ザッポスがアマゾンに買収されて(「ザッポスとアマゾンが結婚して」とザッポスは表現する)はや11年。「独立した経営を続ける」という買収時の約束通り、ザッポスは依然として独自路線を行っている。「ザッポス・カルチャー」も健在なように見える。アマゾンが「ザッポス化」したということも、ザッポスが「アマゾン化」したということもない。この11年の間に、ザッポスのトニー・シェイは「ホラクラシー=セルフ・マネジメント」という新しい組織体制を導入し、称賛と同じくらいの批判も受けてきた。「社会的実験」と揶揄されることも多い「セルフ・マネジメント」だが、特に干渉することもなく、その自由な実践を許していることからも、ザッポスに対するアマゾンの尊敬の念は明らかであるように私には思える。

ネット通販において、「システム=IT」を究極にまで磨き上げることによって、ミスをなくし、顧客がそもそも企業にコンタクトしなければならない理由をなくすというのが、「顧客サービス」に対するアマゾンの初期の哲学であり、アプローチであった。
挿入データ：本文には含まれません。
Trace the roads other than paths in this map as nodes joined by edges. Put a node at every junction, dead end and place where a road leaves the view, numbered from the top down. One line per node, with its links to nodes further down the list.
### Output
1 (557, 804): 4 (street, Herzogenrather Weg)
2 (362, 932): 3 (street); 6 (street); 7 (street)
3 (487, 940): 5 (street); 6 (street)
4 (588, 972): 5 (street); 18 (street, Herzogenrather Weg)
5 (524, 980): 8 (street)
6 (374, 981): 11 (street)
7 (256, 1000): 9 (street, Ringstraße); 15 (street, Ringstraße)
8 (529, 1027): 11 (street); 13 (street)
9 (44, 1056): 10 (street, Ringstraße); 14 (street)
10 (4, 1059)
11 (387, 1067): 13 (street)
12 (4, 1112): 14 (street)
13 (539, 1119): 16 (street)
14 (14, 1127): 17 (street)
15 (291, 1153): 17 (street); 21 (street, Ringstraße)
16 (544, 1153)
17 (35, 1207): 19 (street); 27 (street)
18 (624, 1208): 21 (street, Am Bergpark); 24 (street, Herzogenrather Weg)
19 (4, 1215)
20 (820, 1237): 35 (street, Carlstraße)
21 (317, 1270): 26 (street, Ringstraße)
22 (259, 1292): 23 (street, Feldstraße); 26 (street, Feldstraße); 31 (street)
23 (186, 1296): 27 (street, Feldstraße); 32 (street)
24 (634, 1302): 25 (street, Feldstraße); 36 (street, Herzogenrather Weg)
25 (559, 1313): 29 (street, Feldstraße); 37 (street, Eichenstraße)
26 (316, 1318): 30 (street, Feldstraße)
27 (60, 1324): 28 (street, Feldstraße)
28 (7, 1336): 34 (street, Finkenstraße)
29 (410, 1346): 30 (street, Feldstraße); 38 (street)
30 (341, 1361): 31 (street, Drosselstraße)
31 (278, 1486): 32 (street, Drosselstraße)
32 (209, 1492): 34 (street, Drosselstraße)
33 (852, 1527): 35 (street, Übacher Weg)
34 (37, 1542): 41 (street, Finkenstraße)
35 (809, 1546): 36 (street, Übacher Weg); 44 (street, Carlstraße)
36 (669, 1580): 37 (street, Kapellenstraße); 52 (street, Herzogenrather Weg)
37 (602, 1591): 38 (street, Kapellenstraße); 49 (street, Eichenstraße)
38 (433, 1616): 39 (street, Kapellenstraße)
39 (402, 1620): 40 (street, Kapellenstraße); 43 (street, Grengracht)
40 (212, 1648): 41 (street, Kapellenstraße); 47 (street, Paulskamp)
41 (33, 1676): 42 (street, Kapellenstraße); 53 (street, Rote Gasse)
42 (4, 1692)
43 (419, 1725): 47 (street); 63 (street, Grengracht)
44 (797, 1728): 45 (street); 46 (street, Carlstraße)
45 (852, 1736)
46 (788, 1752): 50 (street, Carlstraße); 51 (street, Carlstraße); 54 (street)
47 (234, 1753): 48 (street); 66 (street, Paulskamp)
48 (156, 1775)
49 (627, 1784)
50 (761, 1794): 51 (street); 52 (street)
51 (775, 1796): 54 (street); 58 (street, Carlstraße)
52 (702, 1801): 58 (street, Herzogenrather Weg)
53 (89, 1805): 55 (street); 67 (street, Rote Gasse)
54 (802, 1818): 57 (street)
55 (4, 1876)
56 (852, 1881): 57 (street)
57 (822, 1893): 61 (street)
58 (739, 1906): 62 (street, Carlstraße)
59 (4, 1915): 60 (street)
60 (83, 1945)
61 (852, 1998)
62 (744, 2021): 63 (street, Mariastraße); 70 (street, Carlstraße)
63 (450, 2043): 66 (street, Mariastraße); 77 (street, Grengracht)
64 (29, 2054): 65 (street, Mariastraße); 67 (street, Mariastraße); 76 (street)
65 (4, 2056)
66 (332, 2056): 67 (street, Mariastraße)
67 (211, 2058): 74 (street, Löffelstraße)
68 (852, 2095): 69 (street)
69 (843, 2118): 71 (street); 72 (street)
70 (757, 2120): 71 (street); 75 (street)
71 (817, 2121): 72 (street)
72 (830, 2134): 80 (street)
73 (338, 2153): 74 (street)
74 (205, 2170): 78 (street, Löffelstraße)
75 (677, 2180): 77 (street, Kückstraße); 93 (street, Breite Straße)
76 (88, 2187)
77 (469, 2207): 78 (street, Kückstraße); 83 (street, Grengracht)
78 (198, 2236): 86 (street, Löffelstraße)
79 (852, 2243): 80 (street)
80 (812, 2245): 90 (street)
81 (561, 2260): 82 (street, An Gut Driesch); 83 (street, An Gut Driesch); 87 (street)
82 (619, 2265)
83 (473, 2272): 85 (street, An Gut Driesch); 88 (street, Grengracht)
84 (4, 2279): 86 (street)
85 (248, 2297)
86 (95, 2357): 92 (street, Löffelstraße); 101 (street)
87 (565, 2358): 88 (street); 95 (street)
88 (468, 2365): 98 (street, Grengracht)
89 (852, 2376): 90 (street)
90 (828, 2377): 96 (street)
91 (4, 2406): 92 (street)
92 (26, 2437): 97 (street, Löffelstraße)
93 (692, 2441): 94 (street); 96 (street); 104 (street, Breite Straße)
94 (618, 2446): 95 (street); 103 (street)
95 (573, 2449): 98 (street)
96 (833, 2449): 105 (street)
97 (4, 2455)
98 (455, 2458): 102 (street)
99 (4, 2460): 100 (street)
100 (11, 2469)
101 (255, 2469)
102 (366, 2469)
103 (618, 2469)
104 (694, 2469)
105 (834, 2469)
生身の人間の力を最大活用するという、まったくの対極にあるザッポスのアプローチを社内に取り込み、観察および研究するというのが、アマゾンによるザッポス買収の思惑ではなかったかと今となっては思える。そしてその「観察および研究」というのは今でも続いているように思う。アマゾンCEOのジェフ・ベゾスは宇宙旅行の商業化を夢見てブルー・オリジン(Blue Origin)に出資しロケットを飛ばし続けるが、それと同様に、人の力を最大限に解き放つ組織の在り方を実験観察する目的で、「ザッポス」という名のラボに投資をしているようにも思えるのだ。そういった意味では、買収から11年が経った今でも、ザッポスはアマゾンを超越した存在なのである。